• **Problem to work on**
Note every line in the entries that contains the string "Buenavista", and copy it.

━━━━━━━━━━━━━━━━

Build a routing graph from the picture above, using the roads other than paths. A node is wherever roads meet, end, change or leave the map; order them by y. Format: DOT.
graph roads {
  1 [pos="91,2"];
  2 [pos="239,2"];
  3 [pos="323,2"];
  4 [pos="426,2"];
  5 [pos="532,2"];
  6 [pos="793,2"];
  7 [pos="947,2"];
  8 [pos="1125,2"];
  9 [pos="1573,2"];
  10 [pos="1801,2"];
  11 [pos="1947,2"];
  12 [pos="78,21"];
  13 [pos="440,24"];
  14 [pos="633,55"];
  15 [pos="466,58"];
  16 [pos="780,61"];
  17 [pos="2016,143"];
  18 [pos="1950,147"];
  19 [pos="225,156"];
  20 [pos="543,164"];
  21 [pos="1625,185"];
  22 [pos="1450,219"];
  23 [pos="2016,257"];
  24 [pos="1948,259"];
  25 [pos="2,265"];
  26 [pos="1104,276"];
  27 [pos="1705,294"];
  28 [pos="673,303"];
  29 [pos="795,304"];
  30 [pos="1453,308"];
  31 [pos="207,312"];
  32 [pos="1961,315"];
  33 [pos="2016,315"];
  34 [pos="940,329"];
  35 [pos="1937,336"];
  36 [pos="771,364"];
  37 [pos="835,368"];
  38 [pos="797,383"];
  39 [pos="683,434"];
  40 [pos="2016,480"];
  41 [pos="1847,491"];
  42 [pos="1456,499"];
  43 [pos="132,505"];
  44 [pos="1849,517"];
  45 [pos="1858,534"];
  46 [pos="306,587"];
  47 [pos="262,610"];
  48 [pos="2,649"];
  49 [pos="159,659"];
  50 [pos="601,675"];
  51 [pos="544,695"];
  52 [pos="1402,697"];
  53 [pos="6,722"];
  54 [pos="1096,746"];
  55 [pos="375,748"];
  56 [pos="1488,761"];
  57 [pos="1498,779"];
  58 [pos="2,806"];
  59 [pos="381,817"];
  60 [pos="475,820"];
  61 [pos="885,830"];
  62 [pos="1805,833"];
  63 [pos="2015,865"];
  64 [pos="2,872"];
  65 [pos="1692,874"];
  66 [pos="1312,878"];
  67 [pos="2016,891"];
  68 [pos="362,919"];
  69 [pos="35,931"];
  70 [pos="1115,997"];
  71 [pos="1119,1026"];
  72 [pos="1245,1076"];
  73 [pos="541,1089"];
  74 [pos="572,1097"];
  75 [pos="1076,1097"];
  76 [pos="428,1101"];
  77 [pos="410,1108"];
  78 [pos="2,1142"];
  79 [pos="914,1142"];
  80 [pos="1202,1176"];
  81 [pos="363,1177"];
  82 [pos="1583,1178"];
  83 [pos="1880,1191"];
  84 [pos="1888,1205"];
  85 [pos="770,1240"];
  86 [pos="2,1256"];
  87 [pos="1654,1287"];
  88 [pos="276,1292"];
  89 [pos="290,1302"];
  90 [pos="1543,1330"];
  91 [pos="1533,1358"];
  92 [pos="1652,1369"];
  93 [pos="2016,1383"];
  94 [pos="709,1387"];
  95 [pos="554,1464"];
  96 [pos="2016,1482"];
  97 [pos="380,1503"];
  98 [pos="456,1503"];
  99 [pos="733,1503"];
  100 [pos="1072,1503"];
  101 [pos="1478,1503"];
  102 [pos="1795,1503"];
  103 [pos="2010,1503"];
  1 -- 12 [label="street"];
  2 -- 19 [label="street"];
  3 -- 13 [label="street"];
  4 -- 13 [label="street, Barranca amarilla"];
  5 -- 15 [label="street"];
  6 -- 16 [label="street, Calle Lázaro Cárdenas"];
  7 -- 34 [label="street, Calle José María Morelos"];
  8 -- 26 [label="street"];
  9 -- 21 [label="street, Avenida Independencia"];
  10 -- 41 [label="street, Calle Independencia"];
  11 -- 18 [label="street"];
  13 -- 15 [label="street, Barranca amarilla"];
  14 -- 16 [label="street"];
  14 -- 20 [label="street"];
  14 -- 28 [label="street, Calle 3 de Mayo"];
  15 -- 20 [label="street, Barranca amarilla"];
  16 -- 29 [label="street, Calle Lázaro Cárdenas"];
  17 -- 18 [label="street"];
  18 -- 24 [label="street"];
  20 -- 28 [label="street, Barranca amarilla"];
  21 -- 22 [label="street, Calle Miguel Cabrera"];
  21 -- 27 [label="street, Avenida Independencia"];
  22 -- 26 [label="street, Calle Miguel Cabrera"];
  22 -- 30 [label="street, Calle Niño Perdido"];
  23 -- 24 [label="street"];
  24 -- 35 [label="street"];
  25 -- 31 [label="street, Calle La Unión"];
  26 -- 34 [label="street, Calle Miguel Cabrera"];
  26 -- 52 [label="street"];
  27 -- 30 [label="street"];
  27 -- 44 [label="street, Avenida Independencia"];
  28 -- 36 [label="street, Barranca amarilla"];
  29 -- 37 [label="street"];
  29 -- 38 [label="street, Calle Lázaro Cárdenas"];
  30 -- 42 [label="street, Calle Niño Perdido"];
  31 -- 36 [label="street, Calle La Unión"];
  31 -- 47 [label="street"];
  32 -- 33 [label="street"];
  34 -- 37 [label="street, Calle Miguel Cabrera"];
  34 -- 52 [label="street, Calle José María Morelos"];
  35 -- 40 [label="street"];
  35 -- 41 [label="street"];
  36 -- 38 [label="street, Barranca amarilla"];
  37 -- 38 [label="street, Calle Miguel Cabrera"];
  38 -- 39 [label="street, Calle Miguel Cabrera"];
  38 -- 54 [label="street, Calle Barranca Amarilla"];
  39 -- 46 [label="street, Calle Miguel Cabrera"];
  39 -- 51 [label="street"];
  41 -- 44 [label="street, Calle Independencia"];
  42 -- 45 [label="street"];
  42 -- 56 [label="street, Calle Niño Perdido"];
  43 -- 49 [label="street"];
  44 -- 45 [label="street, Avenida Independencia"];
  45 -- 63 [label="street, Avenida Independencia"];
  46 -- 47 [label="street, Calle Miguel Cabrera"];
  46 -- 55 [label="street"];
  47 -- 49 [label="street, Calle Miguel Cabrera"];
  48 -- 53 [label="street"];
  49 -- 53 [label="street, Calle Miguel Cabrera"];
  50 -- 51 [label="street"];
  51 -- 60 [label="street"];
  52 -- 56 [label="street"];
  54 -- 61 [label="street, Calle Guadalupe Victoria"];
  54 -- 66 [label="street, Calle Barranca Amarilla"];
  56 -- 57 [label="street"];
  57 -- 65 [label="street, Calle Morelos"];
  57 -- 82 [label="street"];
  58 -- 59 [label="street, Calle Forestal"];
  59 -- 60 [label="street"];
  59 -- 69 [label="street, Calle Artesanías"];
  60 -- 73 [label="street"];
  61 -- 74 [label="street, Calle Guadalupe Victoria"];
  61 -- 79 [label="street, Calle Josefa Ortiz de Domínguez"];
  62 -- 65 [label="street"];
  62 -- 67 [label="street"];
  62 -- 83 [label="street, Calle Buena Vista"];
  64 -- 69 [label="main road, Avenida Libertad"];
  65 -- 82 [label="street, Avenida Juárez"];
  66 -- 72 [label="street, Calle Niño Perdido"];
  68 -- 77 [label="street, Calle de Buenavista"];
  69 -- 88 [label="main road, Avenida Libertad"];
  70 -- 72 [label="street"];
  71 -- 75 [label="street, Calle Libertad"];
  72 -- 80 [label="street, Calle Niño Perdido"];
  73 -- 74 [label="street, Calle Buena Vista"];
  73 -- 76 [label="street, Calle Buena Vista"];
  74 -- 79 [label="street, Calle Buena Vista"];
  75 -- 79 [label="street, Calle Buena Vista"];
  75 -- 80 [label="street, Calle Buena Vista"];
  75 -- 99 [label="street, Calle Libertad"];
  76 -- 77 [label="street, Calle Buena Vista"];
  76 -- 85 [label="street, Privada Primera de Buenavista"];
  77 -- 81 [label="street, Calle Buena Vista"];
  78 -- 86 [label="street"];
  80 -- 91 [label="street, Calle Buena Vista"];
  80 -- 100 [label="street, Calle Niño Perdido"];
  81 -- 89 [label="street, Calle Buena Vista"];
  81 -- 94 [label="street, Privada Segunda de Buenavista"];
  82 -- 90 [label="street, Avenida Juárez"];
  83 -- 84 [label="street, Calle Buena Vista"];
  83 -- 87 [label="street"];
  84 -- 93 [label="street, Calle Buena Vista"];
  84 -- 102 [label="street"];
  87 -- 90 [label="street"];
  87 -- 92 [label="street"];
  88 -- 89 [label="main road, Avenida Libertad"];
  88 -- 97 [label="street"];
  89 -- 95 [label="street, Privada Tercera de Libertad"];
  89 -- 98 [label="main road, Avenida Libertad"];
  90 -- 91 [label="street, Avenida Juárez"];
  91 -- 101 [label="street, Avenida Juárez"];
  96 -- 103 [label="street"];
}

━━━━━━━━━━━━━━━━

• **Task answer**
  68 -- 77 [label="street, Calle de Buenavista"];
  76 -- 85 [label="street, Privada Primera de Buenavista"];
  81 -- 94 [label="street, Privada Segunda de Buenavista"];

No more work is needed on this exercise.